:: Task to complete ::
Which of the lines below mention the word "Petrolera"? Pull each one out.
________________________________________
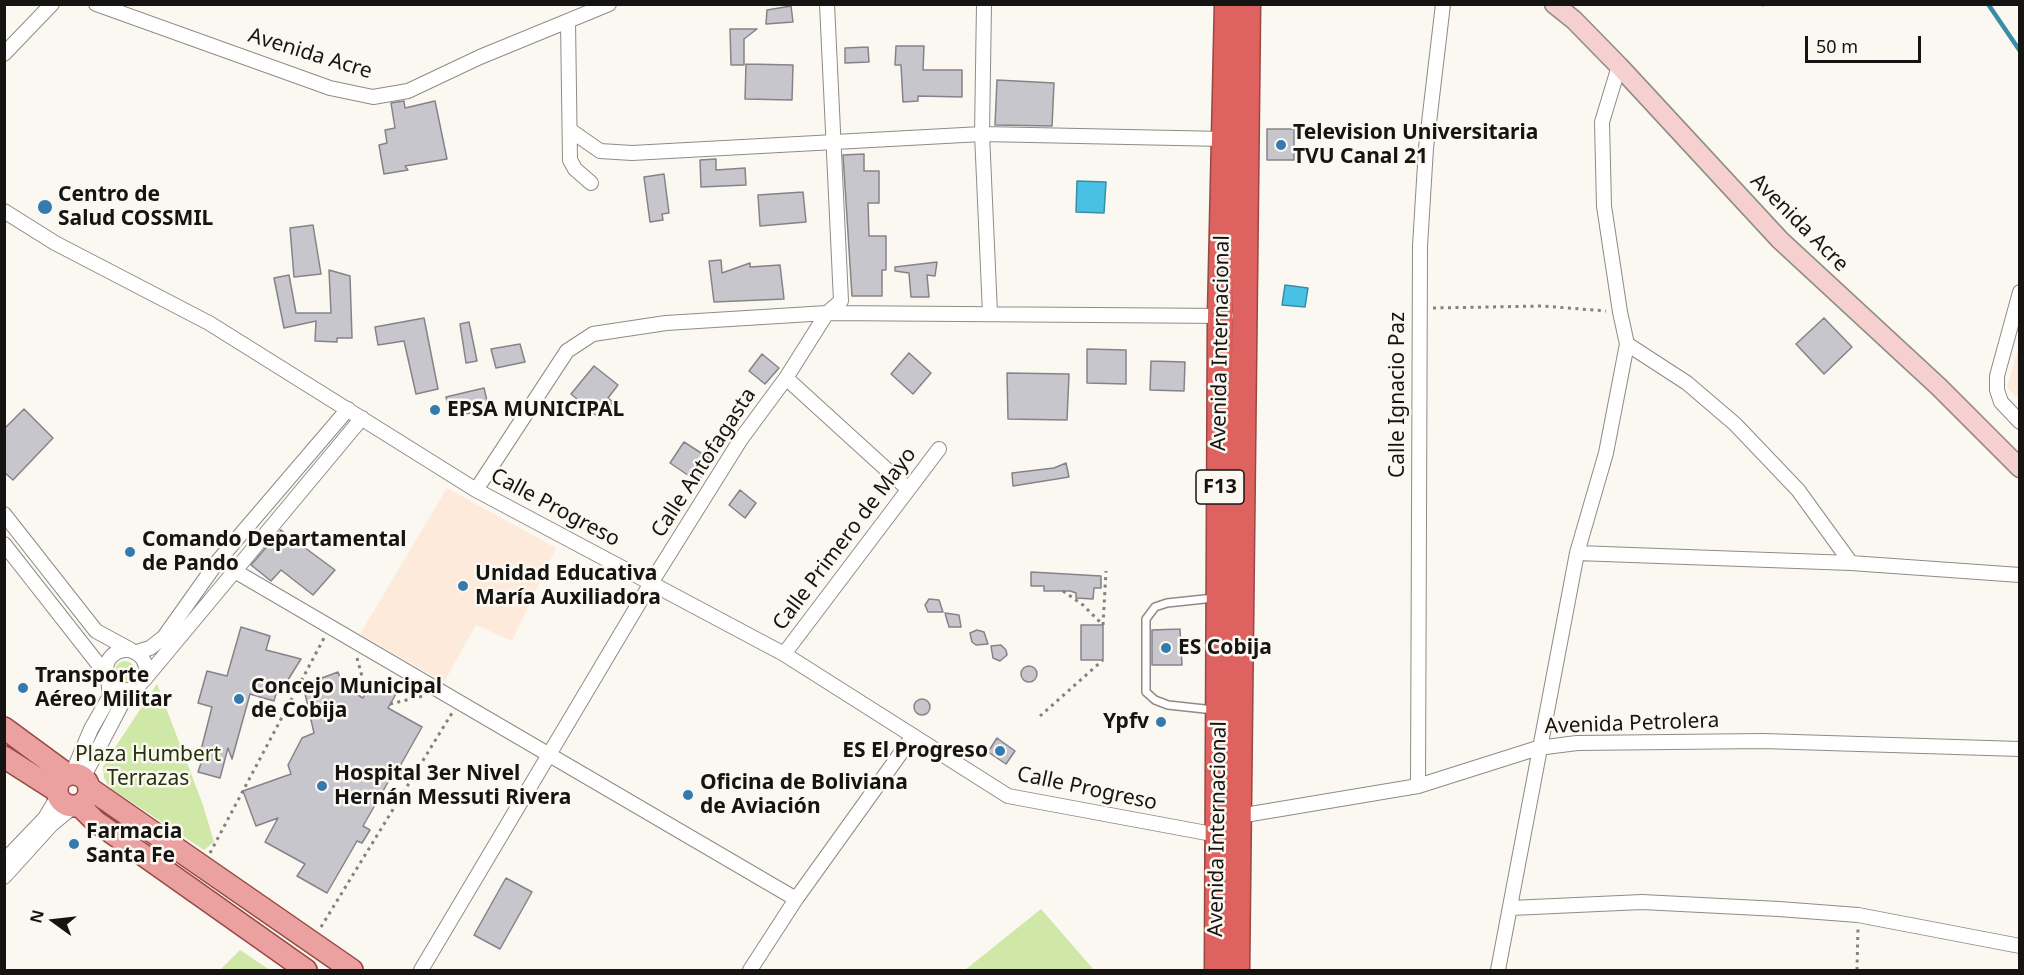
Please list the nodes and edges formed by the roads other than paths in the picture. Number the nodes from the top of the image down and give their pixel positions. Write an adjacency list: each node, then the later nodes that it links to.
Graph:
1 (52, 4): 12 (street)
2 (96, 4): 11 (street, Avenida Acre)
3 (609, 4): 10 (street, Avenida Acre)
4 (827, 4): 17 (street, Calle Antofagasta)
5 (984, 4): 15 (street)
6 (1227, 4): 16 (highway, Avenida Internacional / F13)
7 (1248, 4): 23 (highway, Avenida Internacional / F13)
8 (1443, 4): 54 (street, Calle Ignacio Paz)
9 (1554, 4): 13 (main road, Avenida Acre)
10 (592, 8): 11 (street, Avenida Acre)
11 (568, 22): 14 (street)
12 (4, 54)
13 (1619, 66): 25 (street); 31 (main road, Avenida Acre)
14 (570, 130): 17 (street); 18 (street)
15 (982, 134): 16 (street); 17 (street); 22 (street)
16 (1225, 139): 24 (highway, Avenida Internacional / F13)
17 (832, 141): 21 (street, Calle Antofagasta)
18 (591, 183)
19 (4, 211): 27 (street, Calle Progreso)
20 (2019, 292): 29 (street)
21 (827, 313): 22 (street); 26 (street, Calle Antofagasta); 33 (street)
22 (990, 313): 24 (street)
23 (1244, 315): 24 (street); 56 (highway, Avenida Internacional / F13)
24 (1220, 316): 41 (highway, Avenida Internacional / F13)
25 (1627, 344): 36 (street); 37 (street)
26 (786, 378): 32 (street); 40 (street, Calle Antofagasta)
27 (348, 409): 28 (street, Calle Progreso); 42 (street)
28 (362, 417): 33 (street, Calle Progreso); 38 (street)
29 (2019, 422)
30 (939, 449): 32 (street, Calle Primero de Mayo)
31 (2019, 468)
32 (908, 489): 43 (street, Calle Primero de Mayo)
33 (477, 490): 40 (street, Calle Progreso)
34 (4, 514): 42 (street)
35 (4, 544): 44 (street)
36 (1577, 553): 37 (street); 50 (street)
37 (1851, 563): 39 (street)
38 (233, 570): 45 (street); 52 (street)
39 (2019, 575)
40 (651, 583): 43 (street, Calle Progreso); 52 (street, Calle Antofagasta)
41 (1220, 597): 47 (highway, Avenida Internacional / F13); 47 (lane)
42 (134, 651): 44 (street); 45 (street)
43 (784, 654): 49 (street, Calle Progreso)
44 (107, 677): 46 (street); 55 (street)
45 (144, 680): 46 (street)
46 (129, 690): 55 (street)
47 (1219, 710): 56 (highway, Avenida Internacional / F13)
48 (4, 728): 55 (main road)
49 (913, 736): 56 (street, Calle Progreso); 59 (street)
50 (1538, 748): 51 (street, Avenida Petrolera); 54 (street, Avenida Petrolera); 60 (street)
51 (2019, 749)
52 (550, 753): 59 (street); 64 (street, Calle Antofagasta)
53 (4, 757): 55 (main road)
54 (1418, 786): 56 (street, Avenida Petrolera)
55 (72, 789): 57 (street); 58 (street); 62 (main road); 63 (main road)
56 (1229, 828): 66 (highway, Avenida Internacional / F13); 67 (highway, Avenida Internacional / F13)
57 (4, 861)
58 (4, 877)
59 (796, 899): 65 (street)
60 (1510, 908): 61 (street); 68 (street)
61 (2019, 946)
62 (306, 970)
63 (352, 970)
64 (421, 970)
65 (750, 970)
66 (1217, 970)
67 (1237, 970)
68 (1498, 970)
________________________________________
:: Exercise result ::
50 (1538, 748): 51 (street, Avenida Petrolera); 54 (street, Avenida Petrolera); 60 (street)
54 (1418, 786): 56 (street, Avenida Petrolera)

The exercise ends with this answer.